### Problem to work on:
In the entries below, find the lines with the word "every" and copy them.

### Stored data:
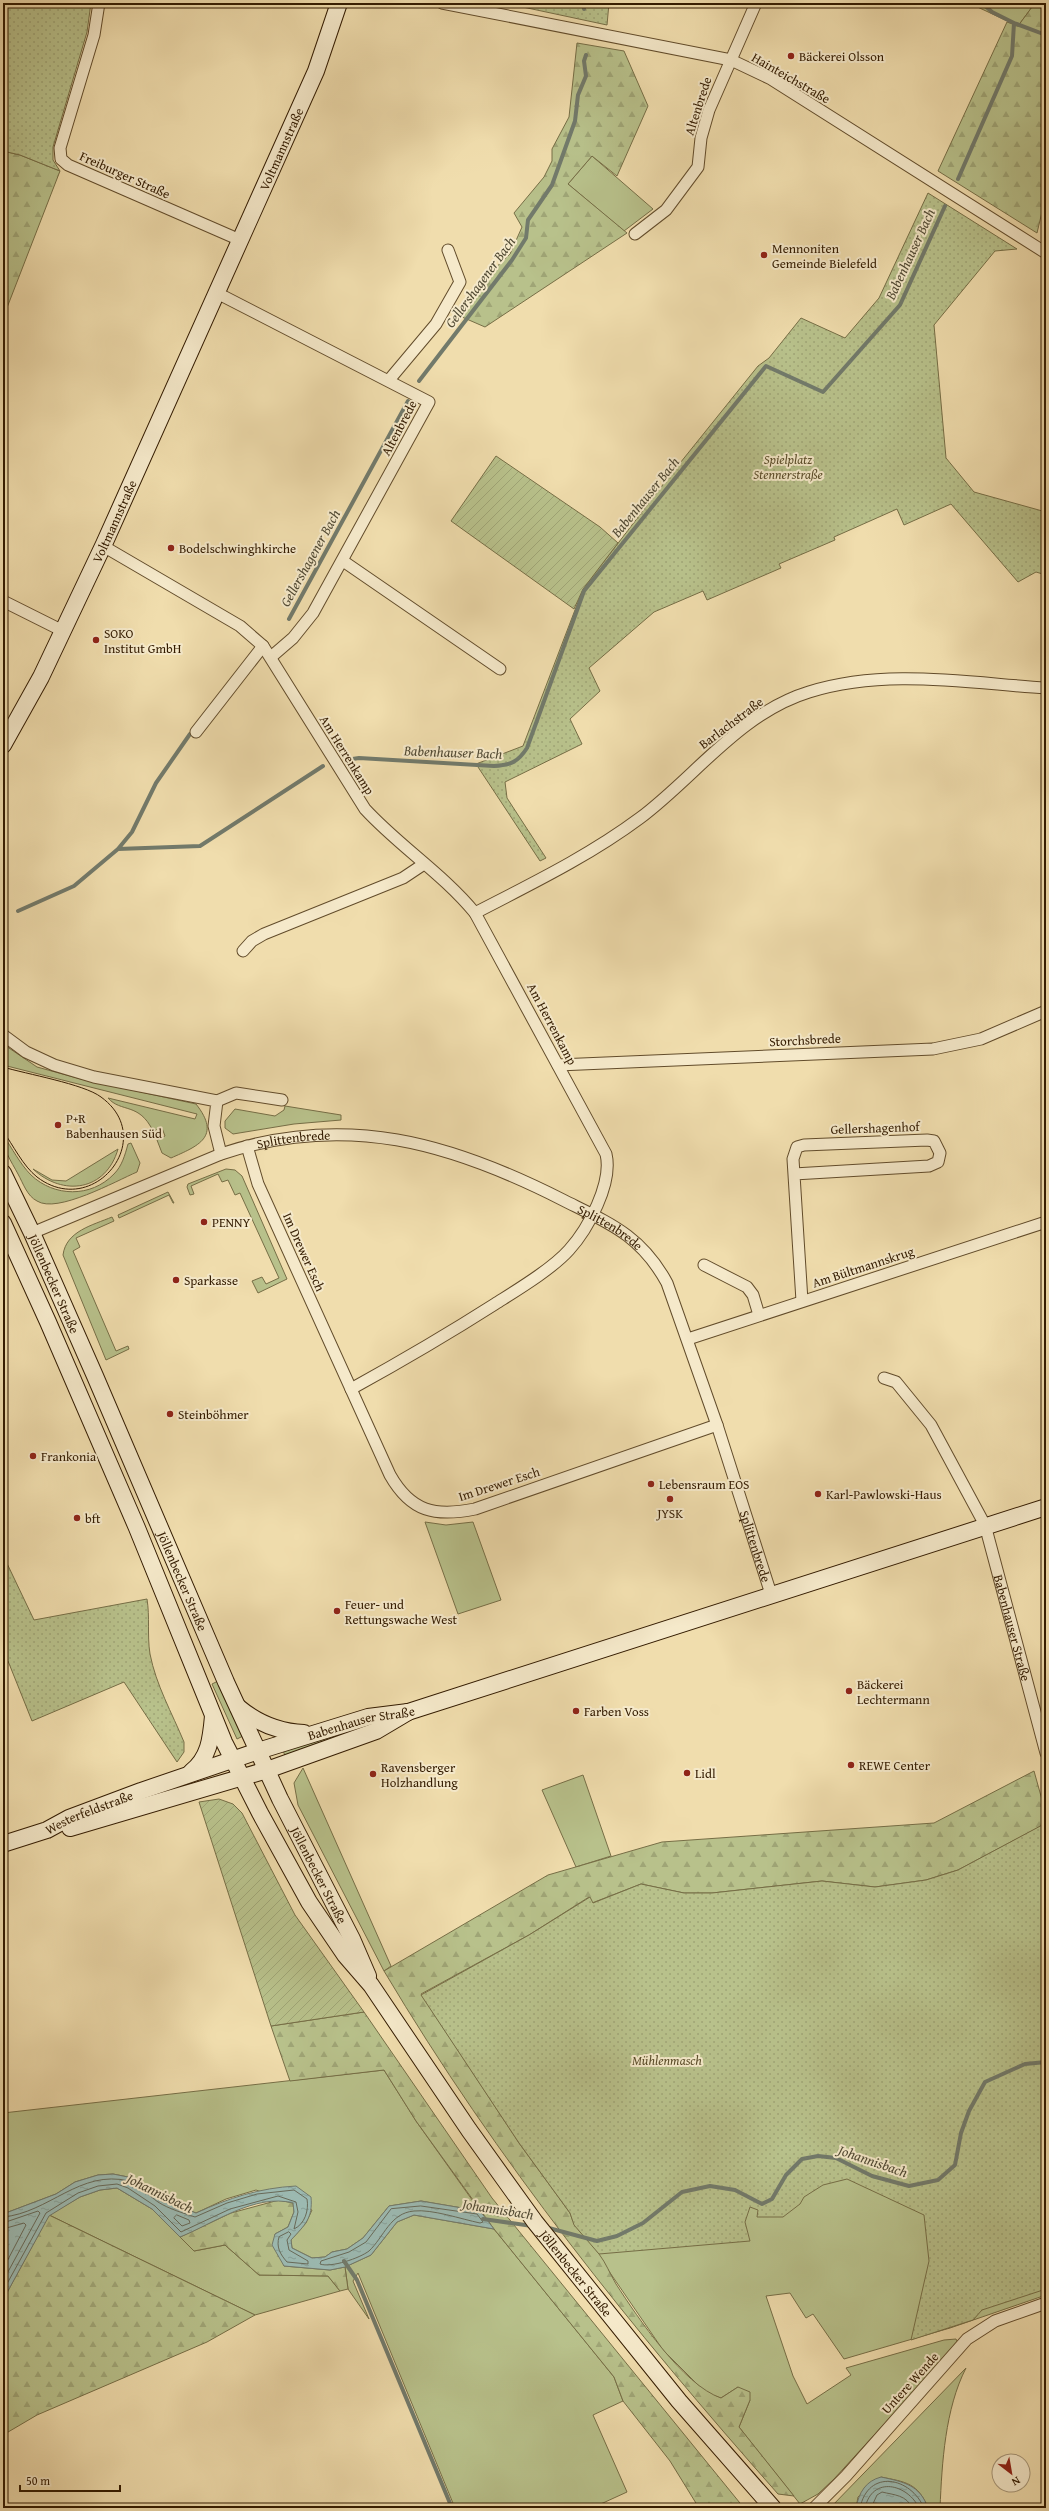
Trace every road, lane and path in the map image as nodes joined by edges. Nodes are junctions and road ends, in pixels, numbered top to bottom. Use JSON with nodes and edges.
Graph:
{"nodes":[{"id":1,"x":99,"y":3,"type":"edge"},
{"id":2,"x":339,"y":3,"type":"edge"},
{"id":3,"x":442,"y":3,"type":"edge"},
{"id":4,"x":756,"y":3,"type":"edge"},
{"id":5,"x":731,"y":60,"type":"junction"},
{"id":6,"x":635,"y":234,"type":"dead end"},
{"id":7,"x":240,"y":240,"type":"junction"},
{"id":8,"x":448,"y":250,"type":"dead end"},
{"id":9,"x":1046,"y":253,"type":"edge"},
{"id":10,"x":217,"y":293,"type":"junction"},
{"id":11,"x":389,"y":380,"type":"junction"},
{"id":12,"x":103,"y":546,"type":"junction"},
{"id":13,"x":343,"y":561,"type":"junction"},
{"id":14,"x":3,"y":601,"type":"edge"},
{"id":15,"x":63,"y":631,"type":"junction"},
{"id":16,"x":263,"y":646,"type":"junction"},
{"id":17,"x":271,"y":657,"type":"junction"},
{"id":18,"x":500,"y":669,"type":"dead end"},
{"id":19,"x":1046,"y":688,"type":"edge"},
{"id":20,"x":196,"y":732,"type":"dead end"},
{"id":21,"x":3,"y":745,"type":"edge"},
{"id":22,"x":424,"y":864,"type":"junction"},
{"id":23,"x":475,"y":913,"type":"junction"},
{"id":24,"x":244,"y":951,"type":"dead end"},
{"id":25,"x":1046,"y":1011,"type":"edge"},
{"id":26,"x":3,"y":1035,"type":"edge"},
{"id":27,"x":558,"y":1065,"type":"junction"},
{"id":28,"x":282,"y":1100,"type":"dead end"},
{"id":29,"x":217,"y":1101,"type":"junction"},
{"id":30,"x":246,"y":1146,"type":"junction"},
{"id":31,"x":221,"y":1154,"type":"junction"},
{"id":32,"x":3,"y":1173,"type":"edge"},
{"id":33,"x":794,"y":1174,"type":"junction"},
{"id":34,"x":591,"y":1214,"type":"junction"},
{"id":35,"x":1046,"y":1222,"type":"edge"},
{"id":36,"x":3,"y":1223,"type":"edge"},
{"id":37,"x":32,"y":1232,"type":"junction"},
{"id":38,"x":12,"y":1242,"type":"junction"},
{"id":39,"x":704,"y":1265,"type":"dead end"},
{"id":40,"x":802,"y":1301,"type":"junction"},
{"id":41,"x":759,"y":1315,"type":"junction"},
{"id":42,"x":688,"y":1338,"type":"junction"},
{"id":43,"x":884,"y":1378,"type":"dead end"},
{"id":44,"x":351,"y":1389,"type":"junction"},
{"id":45,"x":717,"y":1425,"type":"junction"},
{"id":46,"x":1046,"y":1507,"type":"edge"},
{"id":47,"x":985,"y":1525,"type":"junction"},
{"id":48,"x":771,"y":1594,"type":"junction"},
{"id":49,"x":238,"y":1707,"type":"junction"},
{"id":50,"x":408,"y":1712,"type":"junction"},
{"id":51,"x":213,"y":1716,"type":"junction"},
{"id":52,"x":312,"y":1734,"type":"junction"},
{"id":53,"x":258,"y":1751,"type":"junction"},
{"id":54,"x":1046,"y":1753,"type":"edge"},
{"id":55,"x":232,"y":1759,"type":"junction"},
{"id":56,"x":266,"y":1770,"type":"junction"},
{"id":57,"x":188,"y":1774,"type":"junction"},
{"id":58,"x":241,"y":1778,"type":"junction"},
{"id":59,"x":47,"y":1830,"type":"junction"},
{"id":60,"x":3,"y":1844,"type":"edge"},
{"id":61,"x":371,"y":1985,"type":"junction"},
{"id":62,"x":1046,"y":2303,"type":"edge"},
{"id":63,"x":773,"y":2508,"type":"edge"},
{"id":64,"x":814,"y":2508,"type":"edge"}],
"edges":[{"from":1,"to":7,"type":"street","name":"Freiburger Straße"},
{"from":2,"to":7,"type":"main road","name":"Voltmannstraße"},
{"from":3,"to":5,"type":"street","name":"Hainteichstraße"},
{"from":4,"to":5,"type":"street","name":"Altenbrede"},
{"from":5,"to":6,"type":"street","name":"Altenbrede"},
{"from":5,"to":9,"type":"street","name":"Hainteichstraße"},
{"from":7,"to":10,"type":"main road","name":"Voltmannstraße"},
{"from":8,"to":11,"type":"street"},
{"from":10,"to":11,"type":"street"},
{"from":10,"to":12,"type":"main road","name":"Voltmannstraße"},
{"from":11,"to":13,"type":"street","name":"Altenbrede"},
{"from":12,"to":15,"type":"main road","name":"Voltmannstraße"},
{"from":12,"to":16,"type":"street","name":"Am Herrenkamp"},
{"from":13,"to":17,"type":"street","name":"Altenbrede"},
{"from":13,"to":18,"type":"street"},
{"from":14,"to":15,"type":"street"},
{"from":15,"to":21,"type":"main road","name":"Voltmannstraße"},
{"from":16,"to":17,"type":"street","name":"Am Herrenkamp"},
{"from":16,"to":20,"type":"street"},
{"from":17,"to":22,"type":"street","name":"Am Herrenkamp"},
{"from":19,"to":23,"type":"street","name":"Barlachstraße"},
{"from":22,"to":23,"type":"street","name":"Am Herrenkamp"},
{"from":22,"to":24,"type":"street"},
{"from":23,"to":27,"type":"street","name":"Am Herrenkamp"},
{"from":25,"to":27,"type":"street","name":"Storchsbrede"},
{"from":26,"to":29,"type":"street"},
{"from":27,"to":34,"type":"street","name":"Am Herrenkamp"},
{"from":28,"to":29,"type":"street"},
{"from":29,"to":31,"type":"street"},
{"from":30,"to":31,"type":"street","name":"Splittenbrede"},
{"from":30,"to":34,"type":"street","name":"Splittenbrede"},
{"from":30,"to":44,"type":"street","name":"Im Drewer Esch"},
{"from":31,"to":37,"type":"street","name":"Splittenbrede"},
{"from":32,"to":37,"type":"main road","name":"Jöllenbecker Straße"},
{"from":33,"to":33,"type":"street","name":"Gellershagenhof"},
{"from":33,"to":40,"type":"street","name":"Gellershagenhof"},
{"from":34,"to":42,"type":"street","name":"Splittenbrede"},
{"from":34,"to":44,"type":"street"},
{"from":35,"to":40,"type":"street","name":"Am Bültmannskrug"},
{"from":36,"to":38,"type":"main road","name":"Jöllenbecker Straße"},
{"from":37,"to":38,"type":"main road","name":"Splittenbrede"},
{"from":37,"to":49,"type":"main road","name":"Jöllenbecker Straße"},
{"from":38,"to":51,"type":"main road","name":"Jöllenbecker Straße"},
{"from":39,"to":41,"type":"street"},
{"from":40,"to":41,"type":"street","name":"Am Bültmannskrug"},
{"from":41,"to":42,"type":"street","name":"Am Bültmannskrug"},
{"from":42,"to":45,"type":"street","name":"Splittenbrede"},
{"from":43,"to":47,"type":"street","name":"Babenhauser Straße"},
{"from":44,"to":45,"type":"street","name":"Im Drewer Esch"},
{"from":45,"to":48,"type":"street","name":"Splittenbrede"},
{"from":46,"to":47,"type":"main road"},
{"from":47,"to":48,"type":"main road"},
{"from":47,"to":54,"type":"street","name":"Babenhauser Straße"},
{"from":48,"to":50,"type":"main road"},
{"from":49,"to":52,"type":"main road"},
{"from":49,"to":53,"type":"main road","name":"Jöllenbecker Straße"},
{"from":50,"to":52,"type":"main road","name":"Babenhauser Straße"},
{"from":50,"to":56,"type":"main road","name":"Babenhauser Straße"},
{"from":51,"to":55,"type":"main road","name":"Jöllenbecker Straße"},
{"from":51,"to":57,"type":"main road"},
{"from":52,"to":53,"type":"main road","name":"Babenhauser Straße"},
{"from":53,"to":55,"type":"main road","name":"Babenhauser Straße"},
{"from":53,"to":56,"type":"main road","name":"Jöllenbecker Straße"},
{"from":55,"to":57,"type":"main road","name":"Westerfeldstraße"},
{"from":55,"to":58,"type":"main road","name":"Jöllenbecker Straße"},
{"from":56,"to":58,"type":"main road","name":"Babenhauser Straße"},
{"from":56,"to":61,"type":"main road","name":"Jöllenbecker Straße"},
{"from":57,"to":59,"type":"main road","name":"Westerfeldstraße"},
{"from":58,"to":59,"type":"main road","name":"Westerfeldstraße"},
{"from":58,"to":61,"type":"main road","name":"Jöllenbecker Straße"},
{"from":59,"to":60,"type":"main road"},
{"from":61,"to":63,"type":"main road","name":"Jöllenbecker Straße"},
{"from":62,"to":64,"type":"street","name":"Untere Wende"}]}
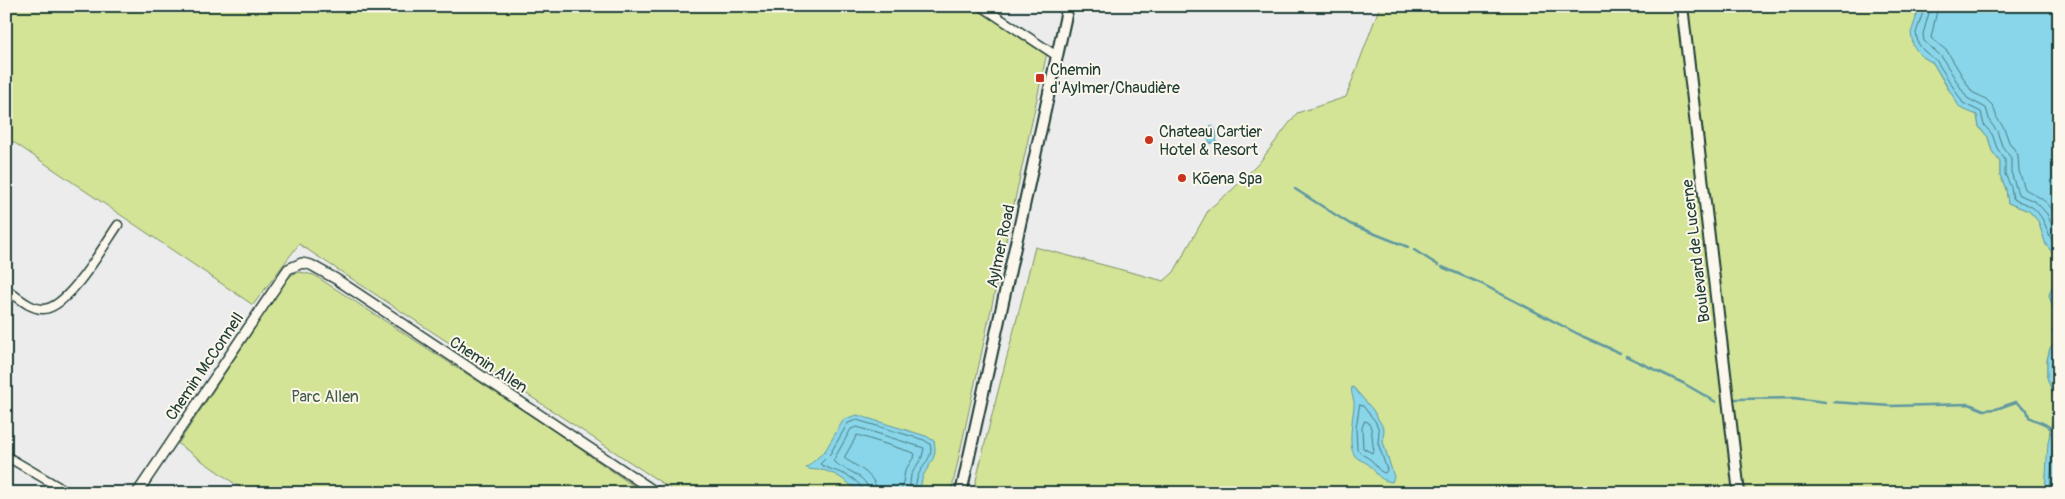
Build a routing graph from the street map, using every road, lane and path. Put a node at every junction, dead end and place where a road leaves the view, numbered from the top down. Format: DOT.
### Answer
graph roads {
  1 [pos="981,6"];
  2 [pos="1068,6"];
  3 [pos="1682,6"];
  4 [pos="1057,56"];
  5 [pos="118,225"];
  6 [pos="302,263"];
  7 [pos="6,289"];
  8 [pos="6,456"];
  9 [pos="68,493"];
  10 [pos="137,493"];
  11 [pos="657,493"];
  12 [pos="960,493"];
  13 [pos="1739,493"];
  1 -- 4 [label="street"];
  2 -- 4 [label="main road, Aylmer Road"];
  3 -- 13 [label="main road, Boulevard de Lucerne"];
  4 -- 12 [label="main road, Aylmer Road"];
  5 -- 7 [label="street"];
  6 -- 10 [label="street, Chemin McConnell"];
  6 -- 11 [label="street, Chemin Allen"];
  8 -- 9 [label="street"];
}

### Answer to this problem:
Trace every road, lane and path in the map image as nodes joined by edges. Nodes are junctions and road ends, in pixels, numbered top to bottom. Use JSON with nodes and edges.
Build a routing graph from the street map, using every road, lane and path. Put a node at every junction, dead end and place where a road leaves the view, numbered from the top down. Format: DOT.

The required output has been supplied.